Your output should contain every record, unchanged.

(Dataset entries)
------------------------------------------------

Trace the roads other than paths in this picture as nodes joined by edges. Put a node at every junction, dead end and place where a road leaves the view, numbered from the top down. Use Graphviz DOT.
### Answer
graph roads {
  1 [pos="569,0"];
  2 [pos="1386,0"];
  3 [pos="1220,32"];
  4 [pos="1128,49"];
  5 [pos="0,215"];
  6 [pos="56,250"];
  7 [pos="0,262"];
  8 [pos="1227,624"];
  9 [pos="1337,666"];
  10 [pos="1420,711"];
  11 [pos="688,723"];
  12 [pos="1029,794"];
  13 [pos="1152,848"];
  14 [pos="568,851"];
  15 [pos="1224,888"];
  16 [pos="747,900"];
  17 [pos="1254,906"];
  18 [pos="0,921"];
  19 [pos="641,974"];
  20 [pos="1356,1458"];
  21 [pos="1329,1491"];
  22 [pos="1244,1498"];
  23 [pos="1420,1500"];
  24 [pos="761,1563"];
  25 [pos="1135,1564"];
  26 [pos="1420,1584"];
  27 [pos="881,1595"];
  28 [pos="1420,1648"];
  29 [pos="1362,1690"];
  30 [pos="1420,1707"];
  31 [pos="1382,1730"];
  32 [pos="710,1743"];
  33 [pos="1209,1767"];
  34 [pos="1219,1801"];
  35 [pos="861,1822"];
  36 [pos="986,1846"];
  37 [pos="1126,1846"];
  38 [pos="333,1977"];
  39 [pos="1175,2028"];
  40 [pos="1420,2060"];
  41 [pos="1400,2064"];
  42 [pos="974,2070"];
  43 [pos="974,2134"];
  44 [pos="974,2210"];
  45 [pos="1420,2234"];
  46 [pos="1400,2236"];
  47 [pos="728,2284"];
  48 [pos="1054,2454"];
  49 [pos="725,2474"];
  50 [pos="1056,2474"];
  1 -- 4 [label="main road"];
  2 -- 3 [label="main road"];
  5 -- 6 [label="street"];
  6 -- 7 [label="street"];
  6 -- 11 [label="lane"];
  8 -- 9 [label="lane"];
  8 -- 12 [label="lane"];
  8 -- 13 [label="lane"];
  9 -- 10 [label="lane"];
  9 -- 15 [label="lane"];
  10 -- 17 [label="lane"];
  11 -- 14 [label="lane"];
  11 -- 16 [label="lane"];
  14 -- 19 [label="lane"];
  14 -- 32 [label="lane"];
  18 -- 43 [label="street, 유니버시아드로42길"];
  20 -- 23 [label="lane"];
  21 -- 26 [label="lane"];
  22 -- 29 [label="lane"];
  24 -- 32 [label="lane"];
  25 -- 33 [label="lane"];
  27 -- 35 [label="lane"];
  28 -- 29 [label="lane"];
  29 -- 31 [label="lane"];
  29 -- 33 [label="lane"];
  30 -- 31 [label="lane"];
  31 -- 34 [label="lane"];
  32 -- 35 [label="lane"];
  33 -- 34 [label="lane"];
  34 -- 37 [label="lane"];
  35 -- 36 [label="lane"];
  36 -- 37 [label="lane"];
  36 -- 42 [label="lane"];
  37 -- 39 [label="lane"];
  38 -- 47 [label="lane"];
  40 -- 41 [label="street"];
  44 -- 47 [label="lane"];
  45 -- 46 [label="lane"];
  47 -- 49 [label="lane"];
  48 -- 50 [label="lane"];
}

------------------------------------------------

## [RESPONSE TO THIS EXERCISE]
Trace the roads other than paths in this picture as nodes joined by edges. Put a node at every junction, dead end and place where a road leaves the view, numbered from the top down. Use Graphviz DOT.
### Answer
graph roads {
  1 [pos="569,0"];
  2 [pos="1386,0"];
  3 [pos="1220,32"];
  4 [pos="1128,49"];
  5 [pos="0,215"];
  6 [pos="56,250"];
  7 [pos="0,262"];
  8 [pos="1227,624"];
  9 [pos="1337,666"];
  10 [pos="1420,711"];
  11 [pos="688,723"];
  12 [pos="1029,794"];
  13 [pos="1152,848"];
  14 [pos="568,851"];
  15 [pos="1224,888"];
  16 [pos="747,900"];
  17 [pos="1254,906"];
  18 [pos="0,921"];
  19 [pos="641,974"];
  20 [pos="1356,1458"];
  21 [pos="1329,1491"];
  22 [pos="1244,1498"];
  23 [pos="1420,1500"];
  24 [pos="761,1563"];
  25 [pos="1135,1564"];
  26 [pos="1420,1584"];
  27 [pos="881,1595"];
  28 [pos="1420,1648"];
  29 [pos="1362,1690"];
  30 [pos="1420,1707"];
  31 [pos="1382,1730"];
  32 [pos="710,1743"];
  33 [pos="1209,1767"];
  34 [pos="1219,1801"];
  35 [pos="861,1822"];
  36 [pos="986,1846"];
  37 [pos="1126,1846"];
  38 [pos="333,1977"];
  39 [pos="1175,2028"];
  40 [pos="1420,2060"];
  41 [pos="1400,2064"];
  42 [pos="974,2070"];
  43 [pos="974,2134"];
  44 [pos="974,2210"];
  45 [pos="1420,2234"];
  46 [pos="1400,2236"];
  47 [pos="728,2284"];
  48 [pos="1054,2454"];
  49 [pos="725,2474"];
  50 [pos="1056,2474"];
  1 -- 4 [label="main road"];
  2 -- 3 [label="main road"];
  5 -- 6 [label="street"];
  6 -- 7 [label="street"];
  6 -- 11 [label="lane"];
  8 -- 9 [label="lane"];
  8 -- 12 [label="lane"];
  8 -- 13 [label="lane"];
  9 -- 10 [label="lane"];
  9 -- 15 [label="lane"];
  10 -- 17 [label="lane"];
  11 -- 14 [label="lane"];
  11 -- 16 [label="lane"];
  14 -- 19 [label="lane"];
  14 -- 32 [label="lane"];
  18 -- 43 [label="street, 유니버시아드로42길"];
  20 -- 23 [label="lane"];
  21 -- 26 [label="lane"];
  22 -- 29 [label="lane"];
  24 -- 32 [label="lane"];
  25 -- 33 [label="lane"];
  27 -- 35 [label="lane"];
  28 -- 29 [label="lane"];
  29 -- 31 [label="lane"];
  29 -- 33 [label="lane"];
  30 -- 31 [label="lane"];
  31 -- 34 [label="lane"];
  32 -- 35 [label="lane"];
  33 -- 34 [label="lane"];
  34 -- 37 [label="lane"];
  35 -- 36 [label="lane"];
  36 -- 37 [label="lane"];
  36 -- 42 [label="lane"];
  37 -- 39 [label="lane"];
  38 -- 47 [label="lane"];
  40 -- 41 [label="street"];
  44 -- 47 [label="lane"];
  45 -- 46 [label="lane"];
  47 -- 49 [label="lane"];
  48 -- 50 [label="lane"];
}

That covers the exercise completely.